As my 20s came and went I dealt with more female annoyances through the years. Unknowingly contracting HPV from a sexual dalliance at some point, and in turn dealing with the stress and concern of a possible cervical cancer issue. After two rounds of cryotherapy, and multiple biopsies over the years, I am now cancer free (or rather my uterus is). The last decade also brought more regular female nuisances like common infections due to living in a warm climate, and the every now and then PMS related migraine.
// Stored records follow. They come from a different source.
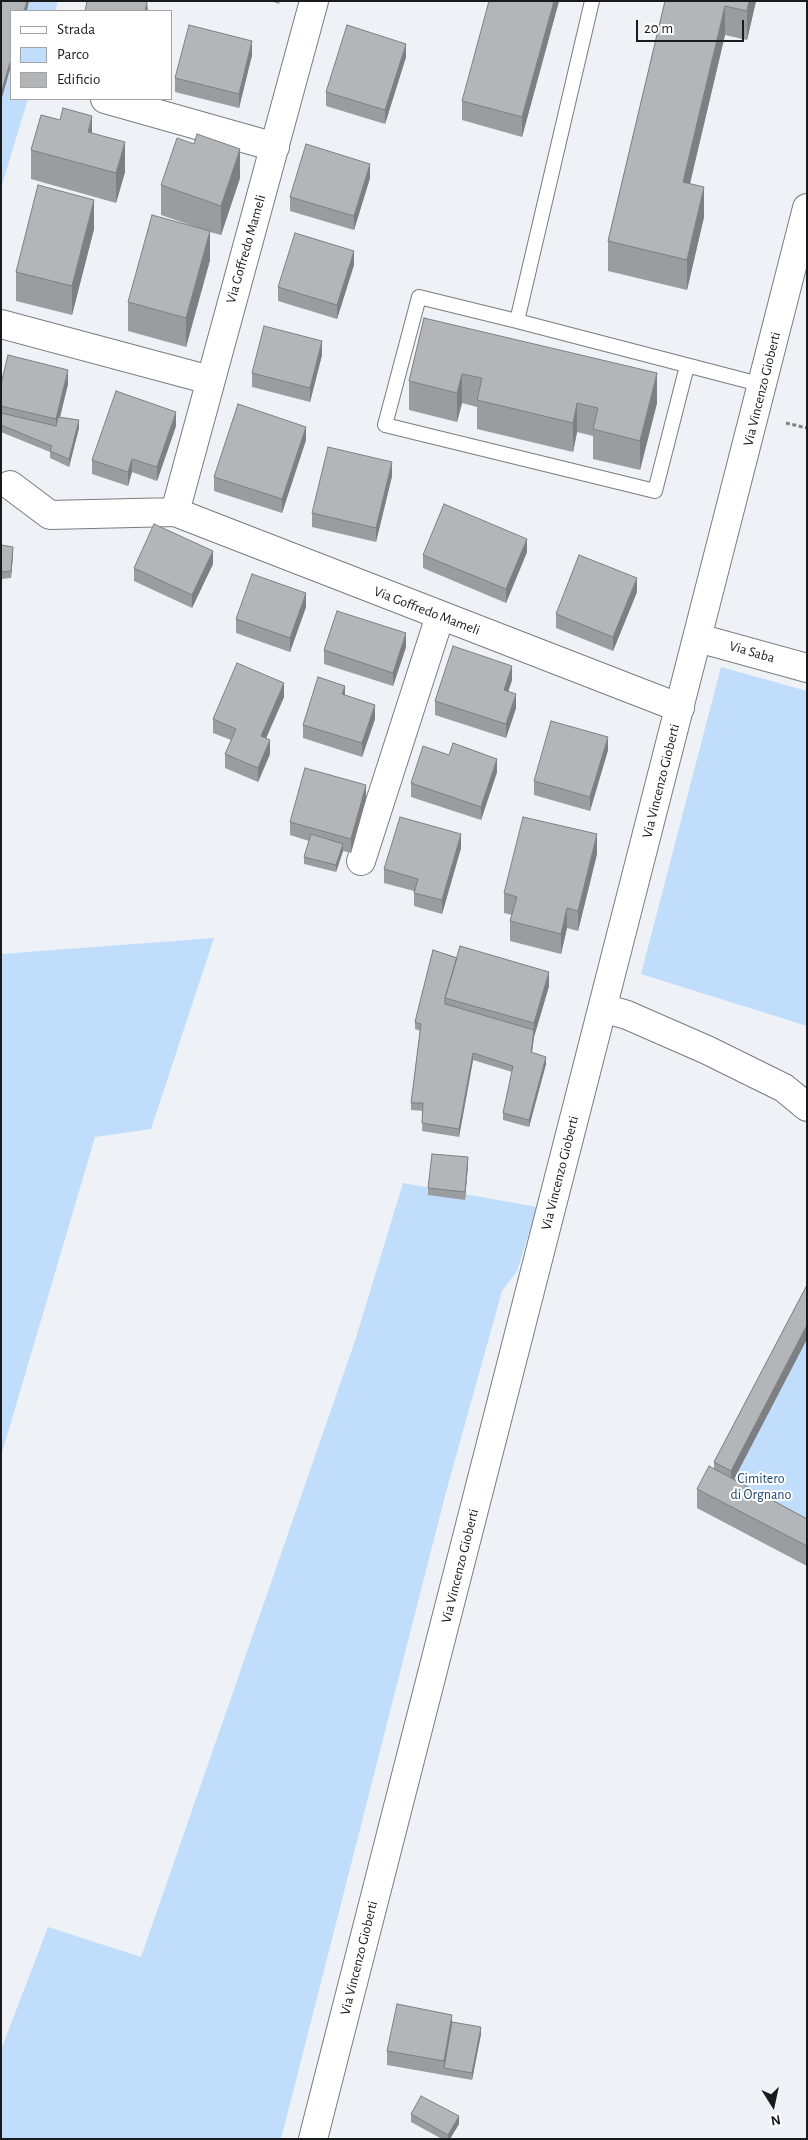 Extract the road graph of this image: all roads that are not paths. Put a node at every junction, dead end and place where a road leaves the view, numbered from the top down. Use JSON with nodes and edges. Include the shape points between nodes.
{"nodes":[{"id":1,"x":314,"y":1,"type":"edge"},
{"id":2,"x":592,"y":1,"type":"edge"},
{"id":3,"x":108,"y":100,"type":"edge"},
{"id":4,"x":275,"y":148,"type":"junction"},
{"id":5,"x":807,"y":208,"type":"edge"},
{"id":6,"x":517,"y":321,"type":"junction"},
{"id":7,"x":1,"y":324,"type":"edge"},
{"id":8,"x":687,"y":366,"type":"junction"},
{"id":9,"x":210,"y":380,"type":"junction"},
{"id":10,"x":763,"y":385,"type":"junction"},
{"id":11,"x":10,"y":486,"type":"dead end"},
{"id":12,"x":175,"y":512,"type":"junction"},
{"id":13,"x":440,"y":616,"type":"junction"},
{"id":14,"x":698,"y":638,"type":"junction"},
{"id":15,"x":807,"y":668,"type":"edge"},
{"id":16,"x":680,"y":708,"type":"junction"},
{"id":17,"x":361,"y":861,"type":"dead end"},
{"id":18,"x":602,"y":1008,"type":"junction"},
{"id":19,"x":807,"y":1107,"type":"edge"},
{"id":20,"x":313,"y":2139,"type":"edge"}],
"edges":[{"from":1,"to":4,"type":"street","name":"Via Goffredo Mameli"},
{"from":2,"to":6,"type":"lane"},
{"from":3,"to":4,"type":"street"},
{"from":4,"to":9,"type":"street","name":"Via Goffredo Mameli"},
{"from":5,"to":10,"type":"street","name":"Via Vincenzo Gioberti"},
{"from":6,"to":8,"type":"lane"},
{"from":6,"to":8,"type":"lane","via":[[419,297],[385,426],[655,491]]},
{"from":7,"to":9,"type":"street"},
{"from":8,"to":10,"type":"lane"},
{"from":9,"to":12,"type":"street","name":"Via Goffredo Mameli"},
{"from":10,"to":14,"type":"street","name":"Via Vincenzo Gioberti"},
{"from":11,"to":12,"type":"street","name":"Via Goffredo Mameli","via":[[50,515]]},
{"from":12,"to":13,"type":"street","name":"Via Goffredo Mameli"},
{"from":13,"to":16,"type":"street","name":"Via Goffredo Mameli"},
{"from":13,"to":17,"type":"street"},
{"from":14,"to":15,"type":"street","name":"Via Saba"},
{"from":14,"to":16,"type":"street","name":"Via Vincenzo Gioberti"},
{"from":16,"to":18,"type":"street","name":"Via Vincenzo Gioberti"},
{"from":18,"to":19,"type":"street","via":[[628,1015],[706,1050],[784,1088]]},
{"from":18,"to":20,"type":"street","name":"Via Vincenzo Gioberti"}]}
And then there’s just the everyday crap that girls have to deal with because of what we were born with. I’d love for men to deal with underwire bras everyday, and the dreaded pantyline under the skirt scenario that is a regular part of our lives. Trying to find a good bathing suit to match our “body type” and deciding each year if we are a winter or a fall for the new clothing lines. Standing at the cosmetics counter at Walgreens and making the snap decision between Compact 01 or 02, when both look the exact same color. Or making the unfortunate choice with the pink red lipstick instead of the red red lipstick because pink red now definitely clashes with dress that looked epic in the changing room at Macy’s but now has the distinct look of mutton dressed as lamb. I’d love for men to experience just once what PMS really feels like, or deal with the discomfort of the array of pimples that have now formed on the chest due to boob sweat.
My point is being a girl is hard. But you know what’s even harder? Being a girl with Rheumatoid Arthritis, or fibromyalgia, or lupus, or any other chronic, debilitating autoimmune disease that has ruined our lives! Now on top of the day to day hardships of just living, you have to add chronic pain, exhaustion, and physical and mental stress.
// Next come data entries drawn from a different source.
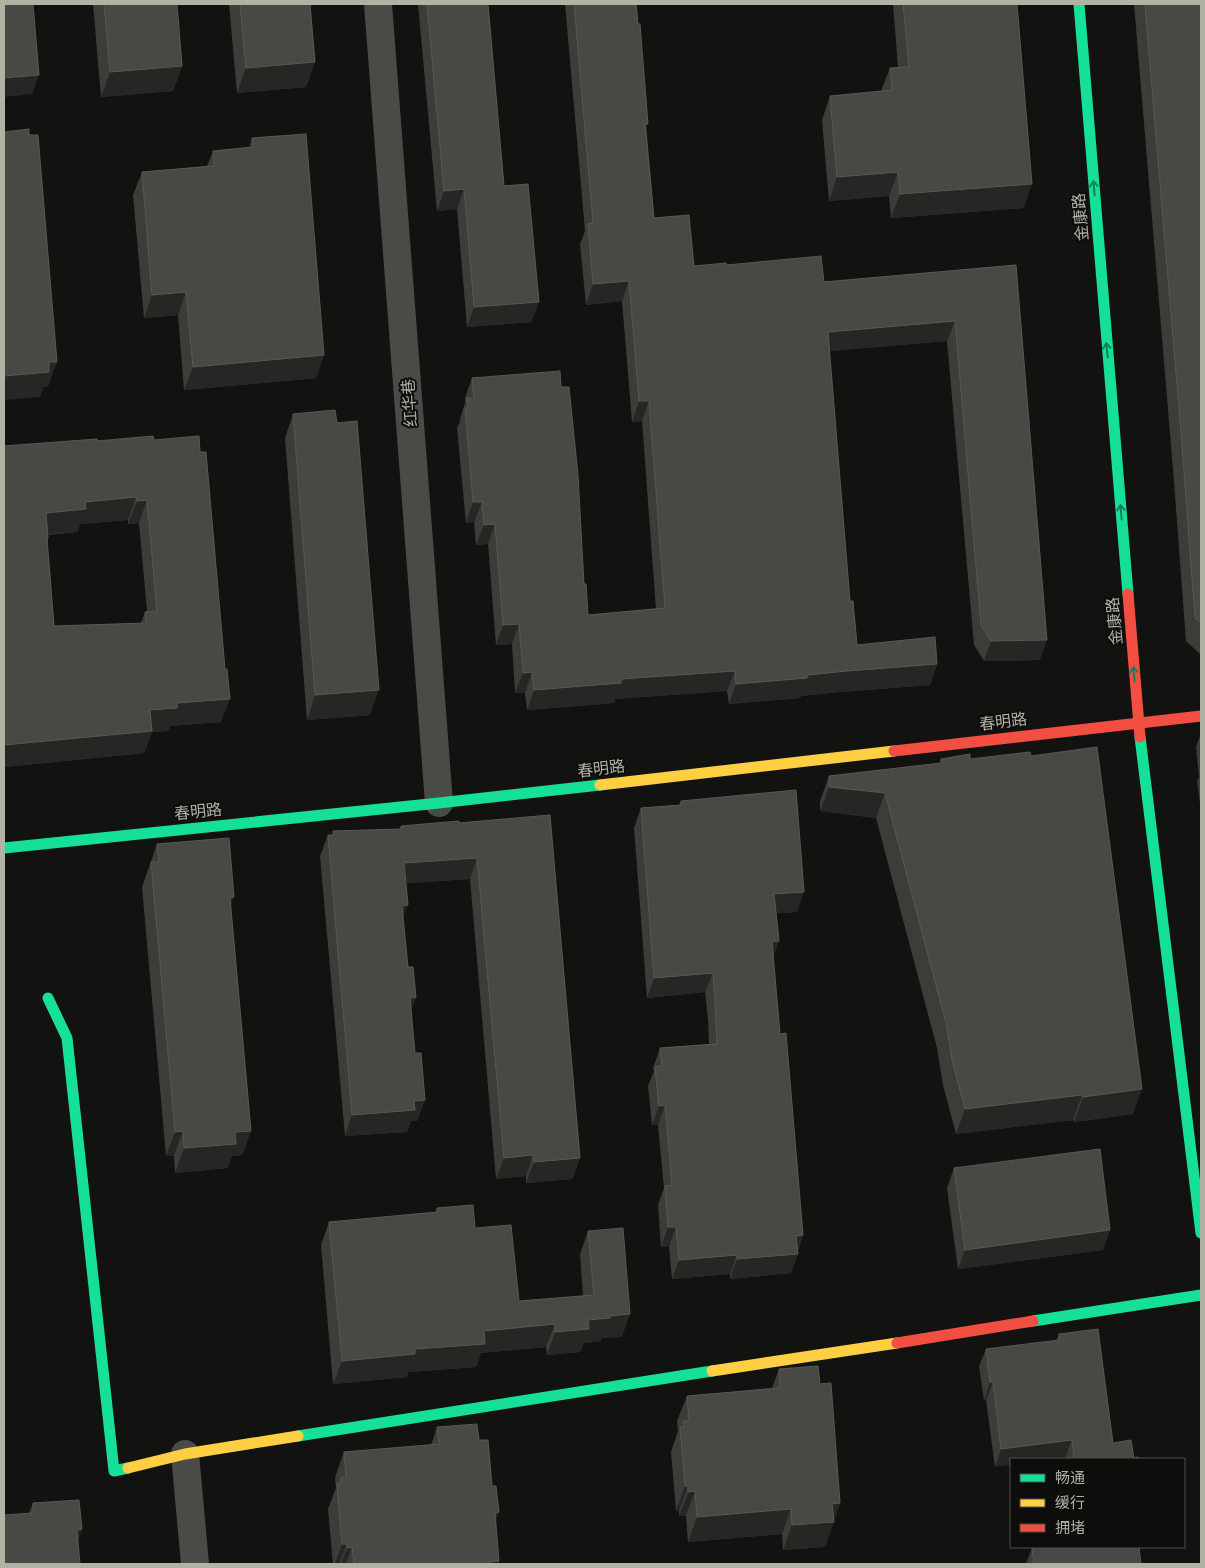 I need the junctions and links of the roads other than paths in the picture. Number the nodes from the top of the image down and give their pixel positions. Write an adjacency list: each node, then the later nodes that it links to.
1 (378, 4): 5 (street, 红华巷)
2 (1078, 4): 4 (street, 金康路, one-way to 2)
3 (1201, 716): 4 (street, 春明路)
4 (1138, 722): 5 (street, 春明路); 8 (street, 金康路)
5 (439, 803): 6 (street, 春明路)
6 (4, 848)
7 (48, 998): 10 (street)
8 (1201, 1233)
9 (1201, 1296): 10 (street)
10 (185, 1454): 11 (street)
11 (195, 1564)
In my particular case having Rheumatoid Disease brought on a host of new issues…. like my red death taking a permanent vacation. That’s right, I’m 34 years old and am going through “early onset menopause”. My doctors think it’s probably due to the rounds of chemotherapy I had over the last two years. Chemotherapy has been known to kick start menopausal symptoms in women. I got the whole shebang: hot flashes, night sweats followed by cold chills, mood swings, crying over nothing, zero libido, weight gain, strange hair growth on my face (ew), and insomnia.
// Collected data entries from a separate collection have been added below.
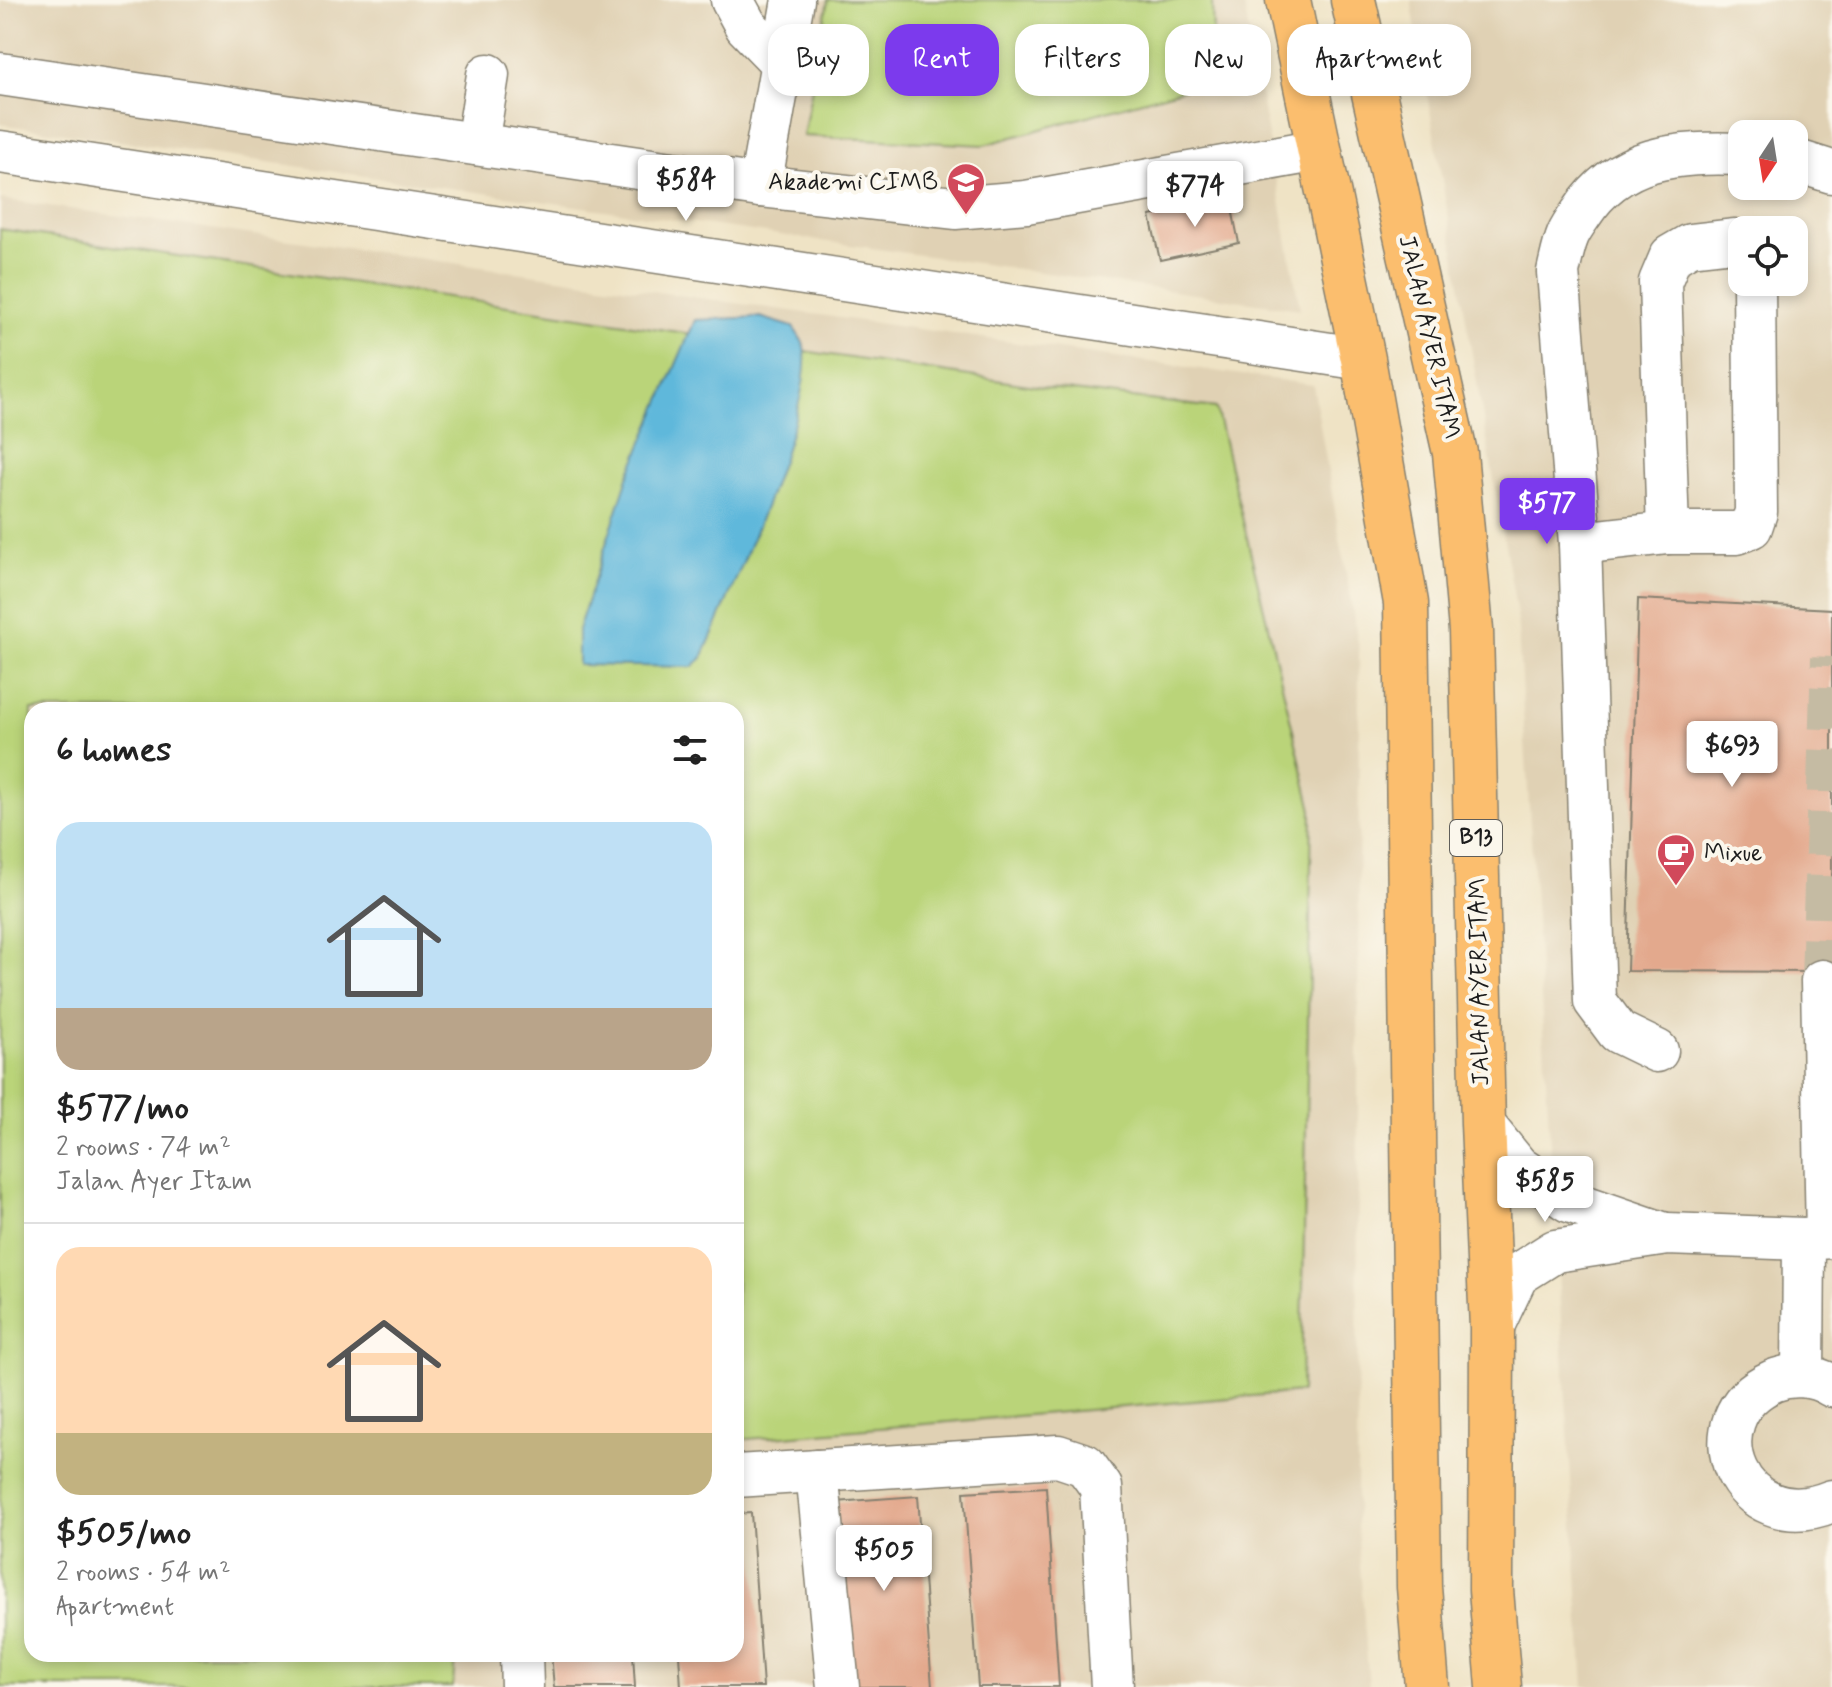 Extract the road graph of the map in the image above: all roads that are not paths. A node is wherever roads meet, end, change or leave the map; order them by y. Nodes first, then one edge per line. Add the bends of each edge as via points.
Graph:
1 (732, 0) edge
2 (793, 0) edge
3 (1288, 0) edge
4 (1353, 0) edge
5 (789, 24) edge
6 (768, 49) edge
7 (0, 74) edge
8 (488, 75) dead end
9 (776, 96) edge
10 (477, 144) junction
11 (1319, 150) junction
12 (0, 152) edge
13 (1728, 154) edge
14 (1808, 164) edge
15 (1832, 172) edge
16 (760, 186) junction
17 (1728, 241) edge
18 (1754, 296) edge
19 (1363, 359) junction
20 (1668, 533) junction
21 (1580, 543) junction
22 (1822, 981) tunnel mouth
23 (1657, 1051) dead end
24 (1483, 1124) junction
25 (1667, 1234) junction
26 (1821, 1237) edge
27 (1492, 1328) junction
28 (1818, 1381) edge
29 (817, 1471) junction
30 (744, 1476) edge
31 (1832, 1501) edge
32 (521, 1662) edge
33 (522, 1687) edge
34 (838, 1687) edge
35 (1112, 1687) edge
36 (1427, 1687) edge
37 (1499, 1687) edge

1 - 6 street via 746,26
2 - 5 street
3 - 11 main road
4 - 24 main road, JALAN AYER ITAM / B13 via 1455,453 1471,630
7 - 10 street
8 - 10 street
9 - 16 street
10 - 16 street
11 - 16 street via 1026,202 955,208
11 - 19 main road
12 - 19 street
13 - 21 street via 1647,161 1618,173 1593,195 1568,234 1558,272
14 - 15 street
17 - 20 street via 1690,245 1671,256 1660,282
18 - 20 street via 1756,512 1751,527 1737,533
19 - 36 main road via 1406,603 1418,1571
20 - 21 street
21 - 23 street via 1595,1001 1618,1032
22 - 26 street
24 - 25 street via 1518,1167 1569,1201
24 - 27 main road, JALAN AYER ITAM / B13
25 - 26 street
25 - 27 street via 1555,1251 1517,1275
26 - 28 street
27 - 37 main road, JALAN AYER ITAM / B13 via 1491,1590
28 - 31 street via 1780,1378 1759,1388 1742,1404 1732,1425 1730,1448 1736,1470 1767,1504 1813,1509
29 - 30 street
29 - 34 street
29 - 35 street via 1058,1456 1085,1465 1101,1487
32 - 33 street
Getting dressed on a regular day can be a frustrating feat for the average woman, but doable. For a woman dealing with Rheumatoid Disease, getting dressed is sometimes impossible. I can’t fasten my bra when I’m having a pain flare in my wrists, because it’s too painful. And of course I’ve tried other ways, like fastening it in front, or using sports bras. Each way has its own list of painful grievances, and that’s just the bra. Then you have to decide if today will be the kind of day you can continually fasten the buttons and zips on your shorts/jeans, or is it easier to just wear a lightweight dress? And all of this is only based on whether I was able to successfully shower beforehand. There’s nothing like sobbing under the showerhead because it’s too painful to squirt out shampoo/conditioner/shower gel onto your hands that are stuck in a claw, unable to move without screaming pain.
I guess at the end of the day no one’s life is perfect. Sick or healthy, we all have obstacles to face on a daily basis. I only wish mine were less, or maybe just more manageable. It’s hard being a 34 year old woman going through menopause when I can’t even dress myself on bad pain days. I always figured I’d deal with these things when I was much I was older, with years of maturity under my belt ( that hopefully I was able to clasp on my own).
Being a girl is rough, for sure. Being a girl with Rheumatoid Disease, is damn near impossible.